Where a line in the material below has the string "true", please report it.

▸ INFORMATION GIVEN:
=== Begin Enclosure ===

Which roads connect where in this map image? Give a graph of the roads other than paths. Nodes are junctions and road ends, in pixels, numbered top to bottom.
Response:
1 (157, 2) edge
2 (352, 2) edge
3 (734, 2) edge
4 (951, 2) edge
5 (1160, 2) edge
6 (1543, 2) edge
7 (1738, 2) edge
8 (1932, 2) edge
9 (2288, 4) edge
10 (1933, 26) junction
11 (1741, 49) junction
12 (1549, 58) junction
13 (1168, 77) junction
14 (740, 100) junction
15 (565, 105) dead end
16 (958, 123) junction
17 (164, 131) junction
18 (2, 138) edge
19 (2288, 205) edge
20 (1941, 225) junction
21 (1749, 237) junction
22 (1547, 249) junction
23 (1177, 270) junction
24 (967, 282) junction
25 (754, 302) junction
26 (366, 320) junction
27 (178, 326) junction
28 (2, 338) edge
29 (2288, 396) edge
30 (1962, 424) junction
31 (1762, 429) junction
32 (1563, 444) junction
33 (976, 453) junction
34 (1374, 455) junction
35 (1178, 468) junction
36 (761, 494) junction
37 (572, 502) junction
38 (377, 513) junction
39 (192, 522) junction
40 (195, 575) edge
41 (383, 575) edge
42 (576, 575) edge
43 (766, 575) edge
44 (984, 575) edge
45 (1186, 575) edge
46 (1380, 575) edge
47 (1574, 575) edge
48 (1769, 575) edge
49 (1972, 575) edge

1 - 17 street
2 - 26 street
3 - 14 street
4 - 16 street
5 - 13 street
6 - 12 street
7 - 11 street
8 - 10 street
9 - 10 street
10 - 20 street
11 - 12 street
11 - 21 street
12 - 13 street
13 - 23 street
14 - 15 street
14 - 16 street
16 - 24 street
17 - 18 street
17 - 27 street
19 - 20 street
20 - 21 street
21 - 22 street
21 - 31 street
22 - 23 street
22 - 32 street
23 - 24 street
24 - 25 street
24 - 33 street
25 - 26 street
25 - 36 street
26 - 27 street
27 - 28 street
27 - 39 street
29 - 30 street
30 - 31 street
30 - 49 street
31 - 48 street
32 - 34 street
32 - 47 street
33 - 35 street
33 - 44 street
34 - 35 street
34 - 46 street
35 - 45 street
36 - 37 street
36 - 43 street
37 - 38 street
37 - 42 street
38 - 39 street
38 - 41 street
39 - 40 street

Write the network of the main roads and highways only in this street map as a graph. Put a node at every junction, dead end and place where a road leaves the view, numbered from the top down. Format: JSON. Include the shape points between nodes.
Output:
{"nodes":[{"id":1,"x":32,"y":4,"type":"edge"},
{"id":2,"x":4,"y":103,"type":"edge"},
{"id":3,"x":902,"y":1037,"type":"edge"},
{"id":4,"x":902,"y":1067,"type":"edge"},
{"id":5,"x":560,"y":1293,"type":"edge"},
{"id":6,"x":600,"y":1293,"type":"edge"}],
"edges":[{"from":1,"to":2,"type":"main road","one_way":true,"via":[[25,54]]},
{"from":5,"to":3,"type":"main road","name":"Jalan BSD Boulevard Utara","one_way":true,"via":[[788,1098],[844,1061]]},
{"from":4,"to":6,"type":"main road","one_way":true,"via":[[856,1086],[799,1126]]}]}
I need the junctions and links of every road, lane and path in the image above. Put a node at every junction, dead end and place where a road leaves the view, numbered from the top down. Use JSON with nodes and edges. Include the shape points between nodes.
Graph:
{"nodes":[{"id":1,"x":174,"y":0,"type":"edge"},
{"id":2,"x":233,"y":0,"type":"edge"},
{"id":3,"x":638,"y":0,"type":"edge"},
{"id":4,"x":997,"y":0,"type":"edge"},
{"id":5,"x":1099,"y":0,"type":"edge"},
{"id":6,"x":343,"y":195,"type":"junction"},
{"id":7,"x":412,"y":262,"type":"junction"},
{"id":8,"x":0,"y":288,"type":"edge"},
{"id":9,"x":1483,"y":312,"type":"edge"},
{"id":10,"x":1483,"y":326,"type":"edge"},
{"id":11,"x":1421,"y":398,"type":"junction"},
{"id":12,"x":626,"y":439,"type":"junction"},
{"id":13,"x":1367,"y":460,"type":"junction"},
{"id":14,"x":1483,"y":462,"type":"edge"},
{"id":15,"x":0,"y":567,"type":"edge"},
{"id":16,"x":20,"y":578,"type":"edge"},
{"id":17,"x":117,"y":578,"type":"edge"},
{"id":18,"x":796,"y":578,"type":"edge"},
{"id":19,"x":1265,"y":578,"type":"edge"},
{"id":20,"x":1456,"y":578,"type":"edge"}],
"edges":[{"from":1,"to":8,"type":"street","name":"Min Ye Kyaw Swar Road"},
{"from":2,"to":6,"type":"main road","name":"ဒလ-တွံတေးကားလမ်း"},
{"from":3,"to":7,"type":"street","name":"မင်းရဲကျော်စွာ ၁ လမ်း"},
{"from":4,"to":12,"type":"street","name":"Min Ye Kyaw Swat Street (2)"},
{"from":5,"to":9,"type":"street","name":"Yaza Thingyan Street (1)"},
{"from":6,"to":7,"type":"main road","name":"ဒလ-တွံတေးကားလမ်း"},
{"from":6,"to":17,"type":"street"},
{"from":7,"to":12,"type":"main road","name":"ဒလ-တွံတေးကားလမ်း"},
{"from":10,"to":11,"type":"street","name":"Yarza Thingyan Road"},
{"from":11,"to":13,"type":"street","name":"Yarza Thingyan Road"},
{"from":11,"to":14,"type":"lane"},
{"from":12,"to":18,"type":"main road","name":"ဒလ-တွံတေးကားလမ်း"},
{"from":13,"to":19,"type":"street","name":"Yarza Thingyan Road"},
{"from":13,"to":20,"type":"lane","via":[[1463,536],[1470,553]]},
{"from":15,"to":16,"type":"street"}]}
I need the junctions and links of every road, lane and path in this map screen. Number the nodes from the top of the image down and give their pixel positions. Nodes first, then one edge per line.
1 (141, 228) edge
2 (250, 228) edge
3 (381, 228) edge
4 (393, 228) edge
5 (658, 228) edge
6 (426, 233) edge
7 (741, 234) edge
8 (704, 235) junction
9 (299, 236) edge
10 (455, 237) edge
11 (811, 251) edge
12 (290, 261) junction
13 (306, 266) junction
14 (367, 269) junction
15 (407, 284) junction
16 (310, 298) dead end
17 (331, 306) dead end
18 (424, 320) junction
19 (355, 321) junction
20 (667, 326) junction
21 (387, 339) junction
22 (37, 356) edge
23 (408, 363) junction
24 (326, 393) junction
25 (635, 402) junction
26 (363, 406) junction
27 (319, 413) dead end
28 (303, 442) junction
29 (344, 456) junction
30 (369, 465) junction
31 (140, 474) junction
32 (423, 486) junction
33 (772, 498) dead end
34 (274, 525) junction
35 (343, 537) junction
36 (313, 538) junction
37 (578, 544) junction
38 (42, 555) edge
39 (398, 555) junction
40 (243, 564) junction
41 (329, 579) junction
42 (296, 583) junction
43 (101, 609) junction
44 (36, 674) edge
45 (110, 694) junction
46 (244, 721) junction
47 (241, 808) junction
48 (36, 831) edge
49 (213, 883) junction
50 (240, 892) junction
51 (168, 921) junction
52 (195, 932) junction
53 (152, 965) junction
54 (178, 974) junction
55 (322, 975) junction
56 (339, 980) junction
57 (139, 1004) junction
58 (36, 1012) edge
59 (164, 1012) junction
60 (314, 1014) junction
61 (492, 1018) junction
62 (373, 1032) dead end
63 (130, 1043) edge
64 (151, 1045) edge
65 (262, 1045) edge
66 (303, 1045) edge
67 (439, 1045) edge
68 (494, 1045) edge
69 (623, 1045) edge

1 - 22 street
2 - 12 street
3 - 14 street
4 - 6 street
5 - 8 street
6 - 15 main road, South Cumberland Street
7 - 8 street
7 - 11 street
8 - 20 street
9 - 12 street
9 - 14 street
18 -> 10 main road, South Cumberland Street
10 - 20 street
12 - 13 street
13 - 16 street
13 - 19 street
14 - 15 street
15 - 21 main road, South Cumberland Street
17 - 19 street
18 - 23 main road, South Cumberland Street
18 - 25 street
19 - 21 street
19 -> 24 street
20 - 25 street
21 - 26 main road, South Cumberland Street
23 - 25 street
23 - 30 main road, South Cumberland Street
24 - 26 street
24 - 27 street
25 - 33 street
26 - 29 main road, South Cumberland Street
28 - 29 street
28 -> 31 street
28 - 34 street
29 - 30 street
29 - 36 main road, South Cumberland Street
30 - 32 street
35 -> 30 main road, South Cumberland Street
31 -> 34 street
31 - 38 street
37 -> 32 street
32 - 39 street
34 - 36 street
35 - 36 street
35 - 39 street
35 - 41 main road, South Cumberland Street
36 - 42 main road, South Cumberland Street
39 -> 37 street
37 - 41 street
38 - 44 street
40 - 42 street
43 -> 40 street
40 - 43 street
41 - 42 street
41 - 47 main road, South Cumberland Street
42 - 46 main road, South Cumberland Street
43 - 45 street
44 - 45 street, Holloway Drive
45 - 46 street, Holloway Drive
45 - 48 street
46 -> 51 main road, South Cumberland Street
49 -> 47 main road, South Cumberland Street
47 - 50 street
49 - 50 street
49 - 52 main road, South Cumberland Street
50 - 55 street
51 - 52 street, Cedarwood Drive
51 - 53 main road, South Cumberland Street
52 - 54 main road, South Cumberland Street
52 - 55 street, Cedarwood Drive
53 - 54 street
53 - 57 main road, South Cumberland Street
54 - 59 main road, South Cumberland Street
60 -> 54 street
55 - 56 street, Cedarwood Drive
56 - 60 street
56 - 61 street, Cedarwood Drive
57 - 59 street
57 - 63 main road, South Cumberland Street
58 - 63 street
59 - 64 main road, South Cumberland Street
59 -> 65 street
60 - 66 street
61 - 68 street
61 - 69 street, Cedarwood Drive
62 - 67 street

=== End Enclosure ===

▸ WRITTEN REPLY:
"edges":[{"from":1,"to":2,"type":"main road","one_way":true,"via":[[25,54]]},
{"from":5,"to":3,"type":"main road","name":"Jalan BSD Boulevard Utara","one_way":true,"via":[[788,1098],[844,1061]]},
{"from":4,"to":6,"type":"main road","one_way":true,"via":[[856,1086],[799,1126]]}]}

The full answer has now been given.